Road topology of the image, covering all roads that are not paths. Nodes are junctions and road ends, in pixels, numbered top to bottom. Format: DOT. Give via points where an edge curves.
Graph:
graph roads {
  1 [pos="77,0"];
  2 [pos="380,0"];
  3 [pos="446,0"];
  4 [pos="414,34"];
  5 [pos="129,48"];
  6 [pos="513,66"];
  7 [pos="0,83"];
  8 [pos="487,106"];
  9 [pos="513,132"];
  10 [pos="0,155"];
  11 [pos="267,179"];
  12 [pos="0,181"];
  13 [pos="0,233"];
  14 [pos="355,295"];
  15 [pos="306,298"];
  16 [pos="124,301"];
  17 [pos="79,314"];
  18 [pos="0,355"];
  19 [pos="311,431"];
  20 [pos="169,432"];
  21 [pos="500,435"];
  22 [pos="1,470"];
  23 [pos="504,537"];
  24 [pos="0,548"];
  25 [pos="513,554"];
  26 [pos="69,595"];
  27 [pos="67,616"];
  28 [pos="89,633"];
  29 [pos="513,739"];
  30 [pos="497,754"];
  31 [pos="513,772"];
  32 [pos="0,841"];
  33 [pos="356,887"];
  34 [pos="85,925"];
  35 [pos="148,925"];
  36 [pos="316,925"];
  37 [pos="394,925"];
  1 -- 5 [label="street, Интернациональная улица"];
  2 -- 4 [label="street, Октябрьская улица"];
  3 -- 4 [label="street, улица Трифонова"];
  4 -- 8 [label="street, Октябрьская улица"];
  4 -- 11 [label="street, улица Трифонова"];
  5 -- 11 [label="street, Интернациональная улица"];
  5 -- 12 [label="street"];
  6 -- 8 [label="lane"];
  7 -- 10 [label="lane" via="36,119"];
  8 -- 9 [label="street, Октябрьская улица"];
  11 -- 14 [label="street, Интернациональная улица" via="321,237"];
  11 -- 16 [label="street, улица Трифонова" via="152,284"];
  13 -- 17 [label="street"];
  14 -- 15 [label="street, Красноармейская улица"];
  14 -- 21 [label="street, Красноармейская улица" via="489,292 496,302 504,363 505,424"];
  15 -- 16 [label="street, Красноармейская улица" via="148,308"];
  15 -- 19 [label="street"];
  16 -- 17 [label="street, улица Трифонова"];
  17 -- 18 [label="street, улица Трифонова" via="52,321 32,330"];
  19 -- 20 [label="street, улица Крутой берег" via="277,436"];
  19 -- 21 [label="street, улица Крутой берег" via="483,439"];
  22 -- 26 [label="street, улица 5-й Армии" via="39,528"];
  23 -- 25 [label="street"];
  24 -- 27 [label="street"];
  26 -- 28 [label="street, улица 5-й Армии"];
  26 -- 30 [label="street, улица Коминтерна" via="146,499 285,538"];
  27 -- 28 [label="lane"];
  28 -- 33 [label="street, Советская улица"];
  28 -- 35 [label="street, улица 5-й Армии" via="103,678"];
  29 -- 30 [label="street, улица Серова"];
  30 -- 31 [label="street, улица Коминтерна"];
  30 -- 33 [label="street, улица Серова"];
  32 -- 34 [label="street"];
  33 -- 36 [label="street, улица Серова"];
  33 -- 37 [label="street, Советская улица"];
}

WORK REQUEST:
An exact copy of every record is required here.

TASK SOLUTION:
Road topology of the image, covering all roads that are not paths. Nodes are junctions and road ends, in pixels, numbered top to bottom. Format: DOT. Give via points where an edge curves.
Graph:
graph roads {
  1 [pos="77,0"];
  2 [pos="380,0"];
  3 [pos="446,0"];
  4 [pos="414,34"];
  5 [pos="129,48"];
  6 [pos="513,66"];
  7 [pos="0,83"];
  8 [pos="487,106"];
  9 [pos="513,132"];
  10 [pos="0,155"];
  11 [pos="267,179"];
  12 [pos="0,181"];
  13 [pos="0,233"];
  14 [pos="355,295"];
  15 [pos="306,298"];
  16 [pos="124,301"];
  17 [pos="79,314"];
  18 [pos="0,355"];
  19 [pos="311,431"];
  20 [pos="169,432"];
  21 [pos="500,435"];
  22 [pos="1,470"];
  23 [pos="504,537"];
  24 [pos="0,548"];
  25 [pos="513,554"];
  26 [pos="69,595"];
  27 [pos="67,616"];
  28 [pos="89,633"];
  29 [pos="513,739"];
  30 [pos="497,754"];
  31 [pos="513,772"];
  32 [pos="0,841"];
  33 [pos="356,887"];
  34 [pos="85,925"];
  35 [pos="148,925"];
  36 [pos="316,925"];
  37 [pos="394,925"];
  1 -- 5 [label="street, Интернациональная улица"];
  2 -- 4 [label="street, Октябрьская улица"];
  3 -- 4 [label="street, улица Трифонова"];
  4 -- 8 [label="street, Октябрьская улица"];
  4 -- 11 [label="street, улица Трифонова"];
  5 -- 11 [label="street, Интернациональная улица"];
  5 -- 12 [label="street"];
  6 -- 8 [label="lane"];
  7 -- 10 [label="lane" via="36,119"];
  8 -- 9 [label="street, Октябрьская улица"];
  11 -- 14 [label="street, Интернациональная улица" via="321,237"];
  11 -- 16 [label="street, улица Трифонова" via="152,284"];
  13 -- 17 [label="street"];
  14 -- 15 [label="street, Красноармейская улица"];
  14 -- 21 [label="street, Красноармейская улица" via="489,292 496,302 504,363 505,424"];
  15 -- 16 [label="street, Красноармейская улица" via="148,308"];
  15 -- 19 [label="street"];
  16 -- 17 [label="street, улица Трифонова"];
  17 -- 18 [label="street, улица Трифонова" via="52,321 32,330"];
  19 -- 20 [label="street, улица Крутой берег" via="277,436"];
  19 -- 21 [label="street, улица Крутой берег" via="483,439"];
  22 -- 26 [label="street, улица 5-й Армии" via="39,528"];
  23 -- 25 [label="street"];
  24 -- 27 [label="street"];
  26 -- 28 [label="street, улица 5-й Армии"];
  26 -- 30 [label="street, улица Коминтерна" via="146,499 285,538"];
  27 -- 28 [label="lane"];
  28 -- 33 [label="street, Советская улица"];
  28 -- 35 [label="street, улица 5-й Армии" via="103,678"];
  29 -- 30 [label="street, улица Серова"];
  30 -- 31 [label="street, улица Коминтерна"];
  30 -- 33 [label="street, улица Серова"];
  32 -- 34 [label="street"];
  33 -- 36 [label="street, улица Серова"];
  33 -- 37 [label="street, Советская улица"];
}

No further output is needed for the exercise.